▸ Raw data
────

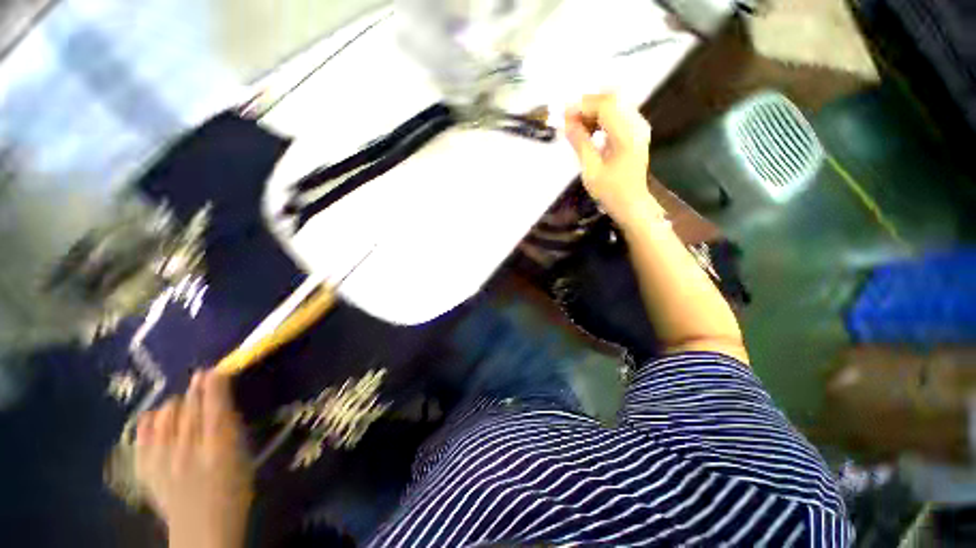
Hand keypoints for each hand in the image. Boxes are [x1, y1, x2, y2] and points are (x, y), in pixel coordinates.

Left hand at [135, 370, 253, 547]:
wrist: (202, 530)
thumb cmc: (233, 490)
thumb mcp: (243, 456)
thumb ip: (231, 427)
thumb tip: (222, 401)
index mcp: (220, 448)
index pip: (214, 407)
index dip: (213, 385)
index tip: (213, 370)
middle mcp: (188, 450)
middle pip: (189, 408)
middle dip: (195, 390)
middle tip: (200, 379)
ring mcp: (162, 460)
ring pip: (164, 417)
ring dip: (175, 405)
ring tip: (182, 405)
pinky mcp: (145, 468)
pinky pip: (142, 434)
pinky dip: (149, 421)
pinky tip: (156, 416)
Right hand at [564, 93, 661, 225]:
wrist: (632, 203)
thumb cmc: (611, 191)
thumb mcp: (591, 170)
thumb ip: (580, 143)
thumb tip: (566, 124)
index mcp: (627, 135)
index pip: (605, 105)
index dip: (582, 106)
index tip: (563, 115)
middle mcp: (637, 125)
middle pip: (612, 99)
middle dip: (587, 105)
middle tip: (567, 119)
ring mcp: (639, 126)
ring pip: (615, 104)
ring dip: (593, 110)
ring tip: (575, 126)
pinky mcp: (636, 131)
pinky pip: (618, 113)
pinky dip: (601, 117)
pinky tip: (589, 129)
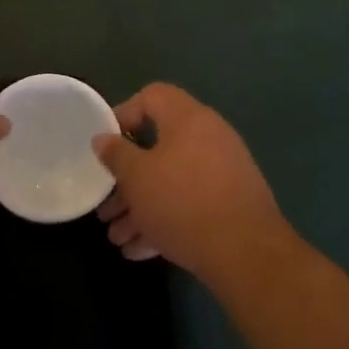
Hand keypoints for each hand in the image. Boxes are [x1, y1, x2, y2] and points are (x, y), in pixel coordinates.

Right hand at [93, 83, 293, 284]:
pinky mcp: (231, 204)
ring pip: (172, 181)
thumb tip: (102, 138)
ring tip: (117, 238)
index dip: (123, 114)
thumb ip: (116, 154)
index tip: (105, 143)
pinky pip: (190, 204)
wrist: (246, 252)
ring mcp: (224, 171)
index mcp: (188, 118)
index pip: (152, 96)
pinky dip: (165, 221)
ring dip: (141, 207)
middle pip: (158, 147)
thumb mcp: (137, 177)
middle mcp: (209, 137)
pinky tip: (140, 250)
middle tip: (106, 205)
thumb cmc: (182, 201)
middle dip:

────

▸ Task statement
Your answer should contain all the material above, written out exactly, and none of the pictures.

▸ Reply to the exercise
Hand keypoints for each hand in the image. Boxes are [x1, y1, x2, y2] and points are (x, y), in pixel coordinates.

Left hand at [135, 370, 253, 547]:
wrist: (202, 530)
thumb cmc: (233, 490)
thumb mcp: (243, 456)
thumb ip: (231, 427)
thumb tip: (222, 401)
index mcp: (220, 448)
index pip: (214, 407)
index dip: (213, 385)
index tip: (213, 370)
middle mcp: (188, 450)
middle pip: (189, 408)
middle dip: (195, 390)
middle tip: (200, 379)
ring mcp: (162, 460)
ring pip: (164, 417)
ring dip: (175, 405)
ring tip: (182, 405)
pinky mcp: (145, 468)
pinky pip: (142, 434)
pinky dip: (149, 421)
pinky tip: (156, 416)
Right hand at [564, 93, 661, 225]:
wrist: (632, 203)
thumb cmc: (611, 191)
thumb mcp: (591, 170)
thumb ip: (580, 143)
thumb tip: (566, 124)
index mcp: (627, 135)
index pip: (605, 105)
index dip: (582, 106)
index tip: (563, 115)
middle mcp: (637, 125)
middle pip: (612, 99)
middle dip: (587, 105)
middle tip: (567, 119)
ring mcp: (639, 126)
ring pip: (615, 104)
ring dip: (593, 110)
ring tip: (575, 126)
pinky mcp: (636, 131)
pinky pip: (618, 113)
pinky dip: (601, 117)
pinky tip: (589, 129)
Hand keypoints for each hand in the image. Boxes are [x1, y1, x2, y2] and points are (x, y), in pixel coordinates.

Right hand at [93, 83, 293, 284]:
pinky mcp: (231, 204)
ring pip: (172, 181)
thumb tip: (102, 138)
ring tip: (117, 238)
index dip: (123, 114)
thumb ip: (116, 154)
index tip: (105, 143)
pinky pip: (190, 204)
wrist: (246, 252)
ring mcp: (224, 171)
index mcp: (188, 118)
index pip: (152, 96)
pinky dip: (165, 221)
ring dip: (141, 207)
middle pip: (158, 147)
thumb mcp: (137, 177)
middle mcp: (209, 137)
pinky tip: (140, 250)
middle tip: (106, 205)
thumb cmc: (182, 201)
middle dip:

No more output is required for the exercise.